Your task: Transcribe the entries below with complete accuracy, excluding the pictures.
[Opening Exercise input section]
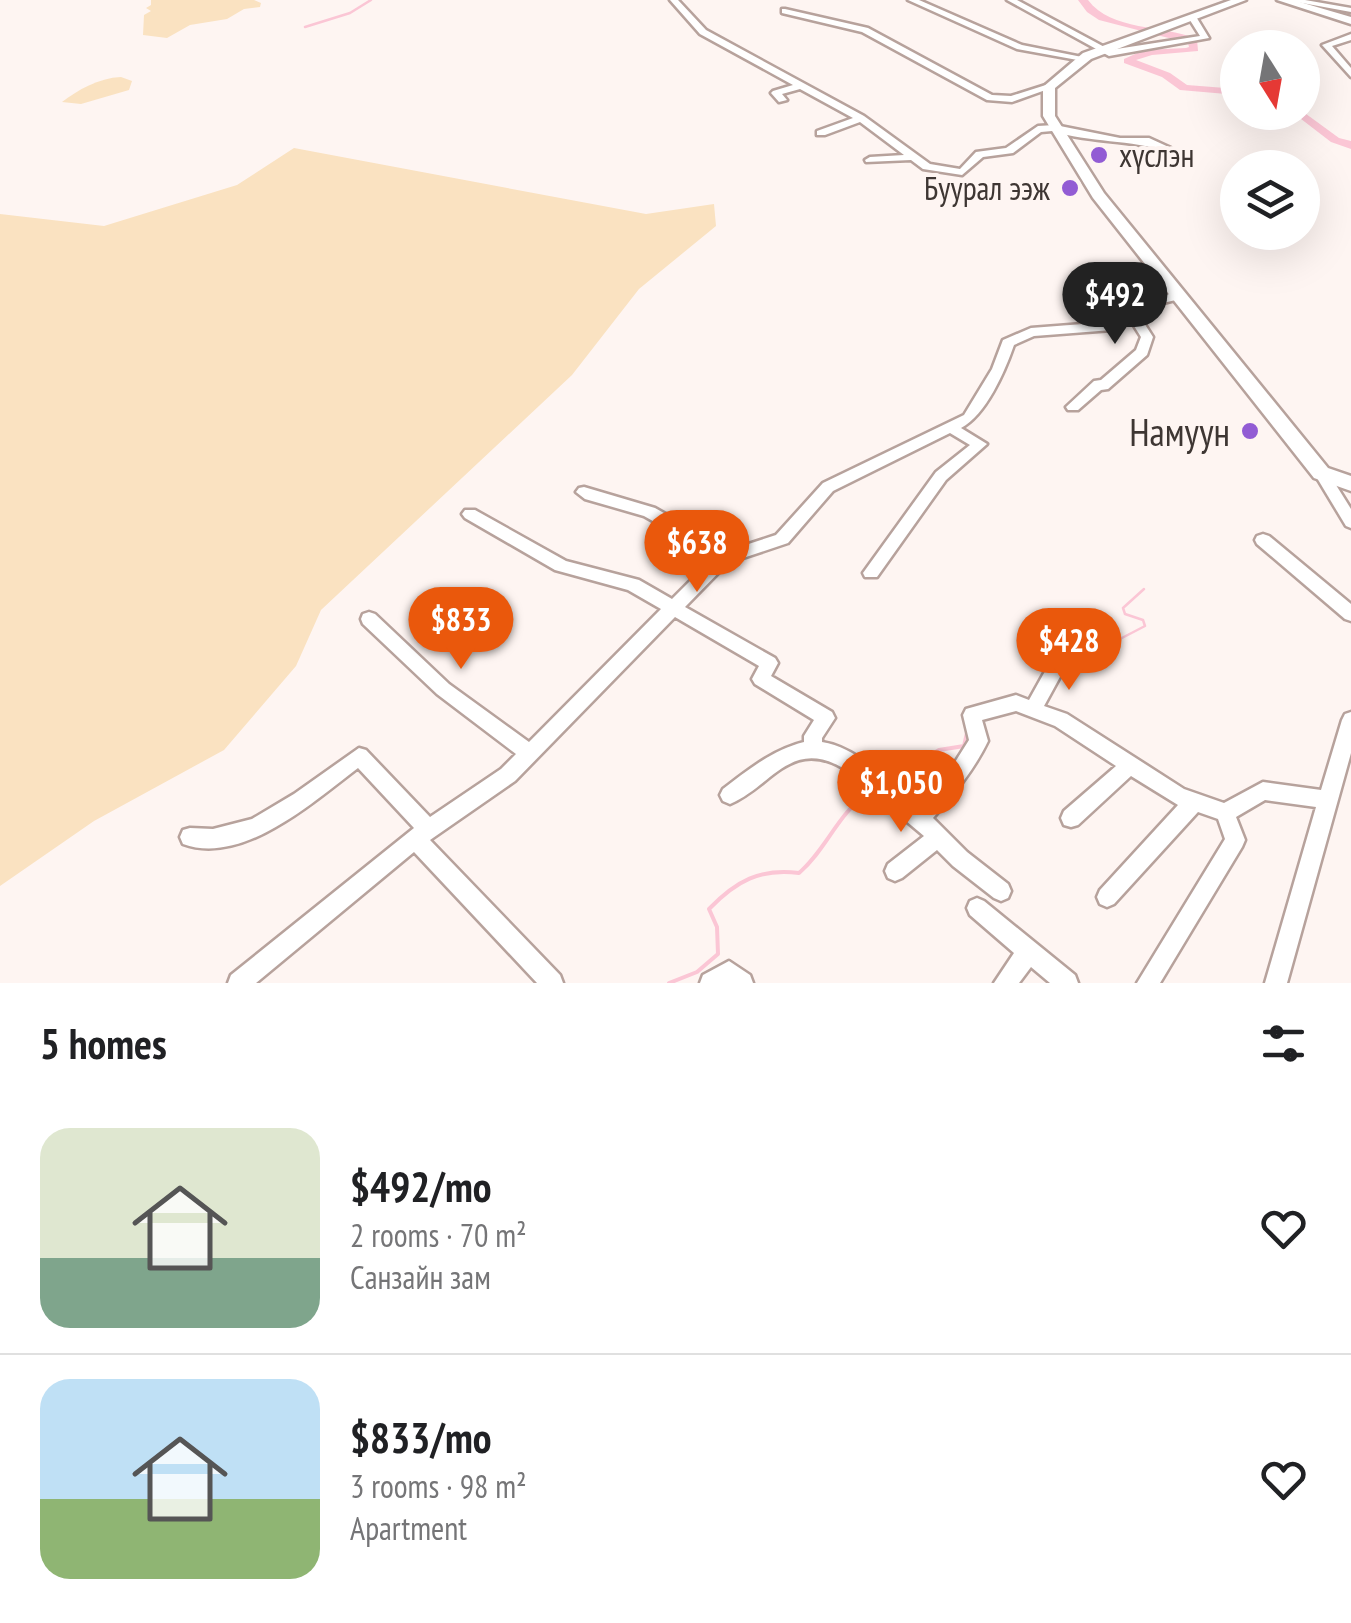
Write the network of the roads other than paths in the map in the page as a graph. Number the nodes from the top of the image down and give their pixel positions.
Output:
1 (674, 0) edge
2 (912, 0) edge
3 (1011, 0) edge
4 (1241, 0) edge
5 (1286, 0) edge
6 (1332, 3) edge
7 (1351, 10) edge
8 (785, 11) dead end
9 (1192, 17) junction
10 (1351, 21) edge
11 (1351, 38) edge
12 (1101, 50) junction
13 (1084, 58) junction
14 (764, 67) junction
15 (742, 70) dead end
16 (1351, 74) edge
17 (800, 86) junction
18 (1049, 87) junction
19 (782, 100) dead end
20 (861, 118) junction
21 (1056, 129) junction
22 (821, 134) dead end
23 (1168, 149) dead end
24 (913, 158) junction
25 (870, 160) dead end
26 (1094, 280) dead end
27 (1180, 294) junction
28 (1130, 310) junction
29 (1072, 407) dead end
30 (952, 428) junction
31 (1321, 473) junction
32 (1351, 484) edge
33 (584, 492) dead end
34 (470, 514) dead end
35 (1351, 522) edge
36 (1262, 540) dead end
37 (722, 559) junction
38 (871, 573) dead end
39 (675, 608) junction
40 (1351, 614) edge
41 (369, 619) dead end
42 (1064, 653) dead end
43 (1032, 709) junction
44 (1351, 720) edge
45 (814, 749) junction
46 (530, 754) junction
47 (1130, 764) junction
48 (730, 795) dead end
49 (1329, 800) junction
50 (1194, 802) junction
51 (1224, 813) junction
52 (920, 818) junction
53 (1071, 818) dead end
54 (422, 834) junction
55 (190, 837) dead end
56 (938, 837) junction
57 (895, 872) dead end
58 (1001, 891) dead end
59 (1106, 897) dead end
60 (977, 908) dead end
61 (1028, 953) junction
62 (239, 983) edge
63 (552, 983) edge
64 (711, 983) edge
65 (742, 983) edge
66 (1005, 983) edge
67 (1067, 983) edge
68 (1148, 983) edge
69 (1276, 983) edge

1 - 14 street
2 - 13 street
3 - 12 street
4 - 9 main road
5 - 6 street
5 - 10 main road
6 - 7 street
8 - 18 street
9 - 12 main road
9 - 12 street
11 - 16 street
12 - 13 main road
13 - 18 main road
14 - 15 street
14 - 17 street
17 - 19 street
17 - 20 street
18 - 21 main road
20 - 22 street
20 - 24 street
21 - 23 street
21 - 24 street
21 - 27 main road
24 - 25 street
26 - 28 street
27 - 28 street
27 - 31 main road
28 - 29 street
28 - 30 street
30 - 37 street
30 - 38 street
31 - 32 main road
31 - 35 street
33 - 37 street
34 - 39 street
36 - 40 street
37 - 39 street
39 - 45 street
39 - 46 street
41 - 46 street
42 - 43 street
43 - 47 street
43 - 52 street
44 - 49 street
45 - 48 street
45 - 52 street
46 - 54 street
47 - 50 street
47 - 53 street
49 - 51 street
49 - 69 street
50 - 51 street
50 - 59 street
51 - 68 street
52 - 56 street
54 - 55 street
54 - 62 street
54 - 63 street
56 - 57 street
56 - 58 street
60 - 61 street
61 - 66 street
61 - 67 street
64 - 65 street

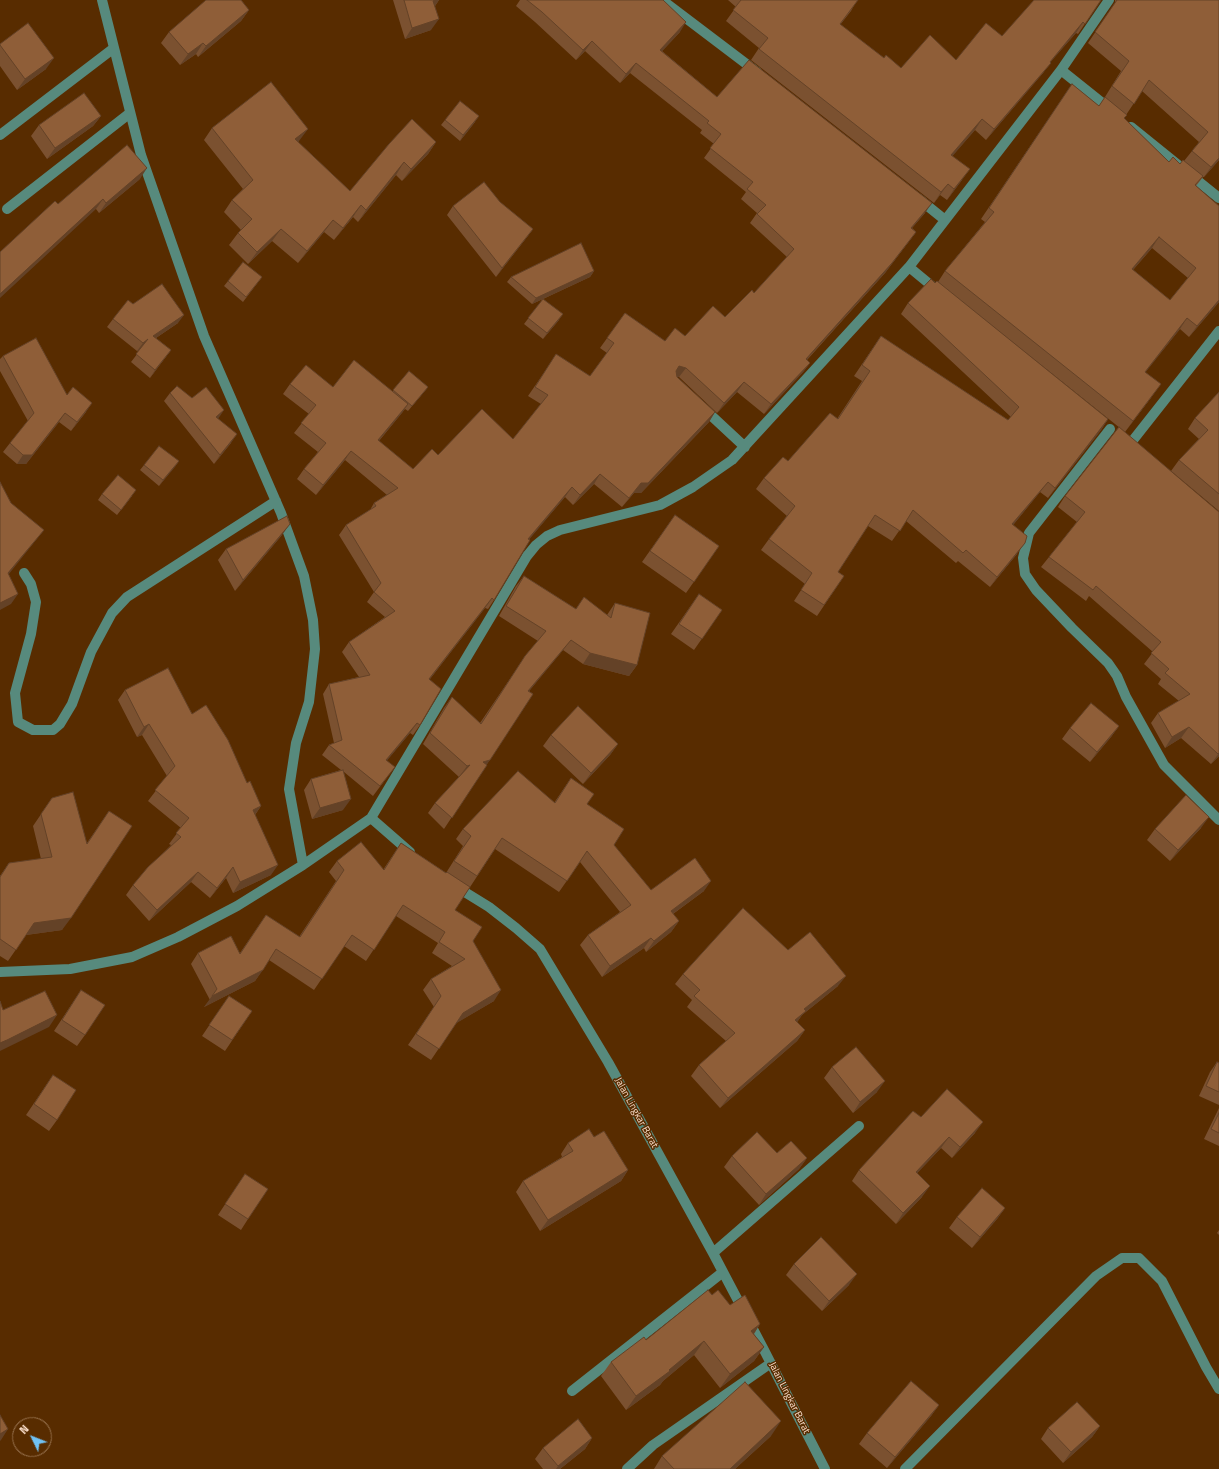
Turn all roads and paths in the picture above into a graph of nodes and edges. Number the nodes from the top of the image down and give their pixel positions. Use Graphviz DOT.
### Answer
graph roads {
  1 [pos="102,0"];
  2 [pos="662,0"];
  3 [pos="1109,0"];
  4 [pos="114,48"];
  5 [pos="1061,70"];
  6 [pos="763,77"];
  7 [pos="130,114"];
  8 [pos="0,135"];
  9 [pos="910,192"];
  10 [pos="1219,198"];
  11 [pos="7,209"];
  12 [pos="945,220"];
  13 [pos="909,267"];
  14 [pos="945,296"];
  15 [pos="1219,331"];
  16 [pos="693,398"];
  17 [pos="745,447"];
  18 [pos="276,501"];
  19 [pos="24,573"];
  20 [pos="371,818"];
  21 [pos="1219,820"];
  22 [pos="416,858"];
  23 [pos="303,865"];
  24 [pos="446,880"];
  25 [pos="0,972"];
  26 [pos="859,1126"];
  27 [pos="713,1254"];
  28 [pos="723,1272"];
  29 [pos="771,1363"];
  30 [pos="1219,1389"];
  31 [pos="572,1391"];
  32 [pos="627,1469"];
  33 [pos="825,1469"];
  34 [pos="905,1469"];
  1 -- 4 [label="street"];
  2 -- 6 [label="street"];
  3 -- 5 [label="street"];
  4 -- 7 [label="street"];
  4 -- 8 [label="street"];
  5 -- 10 [label="street"];
  5 -- 12 [label="street"];
  7 -- 11 [label="street"];
  7 -- 18 [label="street"];
  9 -- 12 [label="street"];
  12 -- 13 [label="street"];
  13 -- 14 [label="street"];
  13 -- 17 [label="street"];
  15 -- 21 [label="street"];
  16 -- 17 [label="street"];
  17 -- 20 [label="street"];
  18 -- 19 [label="street"];
  18 -- 23 [label="street"];
  20 -- 22 [label="street"];
  20 -- 23 [label="street"];
  23 -- 25 [label="street"];
  24 -- 27 [label="street, Jalan Lingkar Barat"];
  26 -- 27 [label="street"];
  27 -- 28 [label="street, Jalan Lingkar Barat"];
  28 -- 29 [label="street, Jalan Lingkar Barat"];
  28 -- 31 [label="street"];
  29 -- 32 [label="street"];
  29 -- 33 [label="street, Jalan Lingkar Barat"];
  30 -- 34 [label="street"];
}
[Closing Exercise input section]
Finished task:
Write the network of the roads other than paths in the map in the page as a graph. Number the nodes from the top of the image down and give their pixel positions.
Output:
1 (674, 0) edge
2 (912, 0) edge
3 (1011, 0) edge
4 (1241, 0) edge
5 (1286, 0) edge
6 (1332, 3) edge
7 (1351, 10) edge
8 (785, 11) dead end
9 (1192, 17) junction
10 (1351, 21) edge
11 (1351, 38) edge
12 (1101, 50) junction
13 (1084, 58) junction
14 (764, 67) junction
15 (742, 70) dead end
16 (1351, 74) edge
17 (800, 86) junction
18 (1049, 87) junction
19 (782, 100) dead end
20 (861, 118) junction
21 (1056, 129) junction
22 (821, 134) dead end
23 (1168, 149) dead end
24 (913, 158) junction
25 (870, 160) dead end
26 (1094, 280) dead end
27 (1180, 294) junction
28 (1130, 310) junction
29 (1072, 407) dead end
30 (952, 428) junction
31 (1321, 473) junction
32 (1351, 484) edge
33 (584, 492) dead end
34 (470, 514) dead end
35 (1351, 522) edge
36 (1262, 540) dead end
37 (722, 559) junction
38 (871, 573) dead end
39 (675, 608) junction
40 (1351, 614) edge
41 (369, 619) dead end
42 (1064, 653) dead end
43 (1032, 709) junction
44 (1351, 720) edge
45 (814, 749) junction
46 (530, 754) junction
47 (1130, 764) junction
48 (730, 795) dead end
49 (1329, 800) junction
50 (1194, 802) junction
51 (1224, 813) junction
52 (920, 818) junction
53 (1071, 818) dead end
54 (422, 834) junction
55 (190, 837) dead end
56 (938, 837) junction
57 (895, 872) dead end
58 (1001, 891) dead end
59 (1106, 897) dead end
60 (977, 908) dead end
61 (1028, 953) junction
62 (239, 983) edge
63 (552, 983) edge
64 (711, 983) edge
65 (742, 983) edge
66 (1005, 983) edge
67 (1067, 983) edge
68 (1148, 983) edge
69 (1276, 983) edge

1 - 14 street
2 - 13 street
3 - 12 street
4 - 9 main road
5 - 6 street
5 - 10 main road
6 - 7 street
8 - 18 street
9 - 12 main road
9 - 12 street
11 - 16 street
12 - 13 main road
13 - 18 main road
14 - 15 street
14 - 17 street
17 - 19 street
17 - 20 street
18 - 21 main road
20 - 22 street
20 - 24 street
21 - 23 street
21 - 24 street
21 - 27 main road
24 - 25 street
26 - 28 street
27 - 28 street
27 - 31 main road
28 - 29 street
28 - 30 street
30 - 37 street
30 - 38 street
31 - 32 main road
31 - 35 street
33 - 37 street
34 - 39 street
36 - 40 street
37 - 39 street
39 - 45 street
39 - 46 street
41 - 46 street
42 - 43 street
43 - 47 street
43 - 52 street
44 - 49 street
45 - 48 street
45 - 52 street
46 - 54 street
47 - 50 street
47 - 53 street
49 - 51 street
49 - 69 street
50 - 51 street
50 - 59 street
51 - 68 street
52 - 56 street
54 - 55 street
54 - 62 street
54 - 63 street
56 - 57 street
56 - 58 street
60 - 61 street
61 - 66 street
61 - 67 street
64 - 65 street

Turn all roads and paths in the picture above into a graph of nodes and edges. Number the nodes from the top of the image down and give their pixel positions. Use Graphviz DOT.
### Answer
graph roads {
  1 [pos="102,0"];
  2 [pos="662,0"];
  3 [pos="1109,0"];
  4 [pos="114,48"];
  5 [pos="1061,70"];
  6 [pos="763,77"];
  7 [pos="130,114"];
  8 [pos="0,135"];
  9 [pos="910,192"];
  10 [pos="1219,198"];
  11 [pos="7,209"];
  12 [pos="945,220"];
  13 [pos="909,267"];
  14 [pos="945,296"];
  15 [pos="1219,331"];
  16 [pos="693,398"];
  17 [pos="745,447"];
  18 [pos="276,501"];
  19 [pos="24,573"];
  20 [pos="371,818"];
  21 [pos="1219,820"];
  22 [pos="416,858"];
  23 [pos="303,865"];
  24 [pos="446,880"];
  25 [pos="0,972"];
  26 [pos="859,1126"];
  27 [pos="713,1254"];
  28 [pos="723,1272"];
  29 [pos="771,1363"];
  30 [pos="1219,1389"];
  31 [pos="572,1391"];
  32 [pos="627,1469"];
  33 [pos="825,1469"];
  34 [pos="905,1469"];
  1 -- 4 [label="street"];
  2 -- 6 [label="street"];
  3 -- 5 [label="street"];
  4 -- 7 [label="street"];
  4 -- 8 [label="street"];
  5 -- 10 [label="street"];
  5 -- 12 [label="street"];
  7 -- 11 [label="street"];
  7 -- 18 [label="street"];
  9 -- 12 [label="street"];
  12 -- 13 [label="street"];
  13 -- 14 [label="street"];
  13 -- 17 [label="street"];
  15 -- 21 [label="street"];
  16 -- 17 [label="street"];
  17 -- 20 [label="street"];
  18 -- 19 [label="street"];
  18 -- 23 [label="street"];
  20 -- 22 [label="street"];
  20 -- 23 [label="street"];
  23 -- 25 [label="street"];
  24 -- 27 [label="street, Jalan Lingkar Barat"];
  26 -- 27 [label="street"];
  27 -- 28 [label="street, Jalan Lingkar Barat"];
  28 -- 29 [label="street, Jalan Lingkar Barat"];
  28 -- 31 [label="street"];
  29 -- 32 [label="street"];
  29 -- 33 [label="street, Jalan Lingkar Barat"];
  30 -- 34 [label="street"];
}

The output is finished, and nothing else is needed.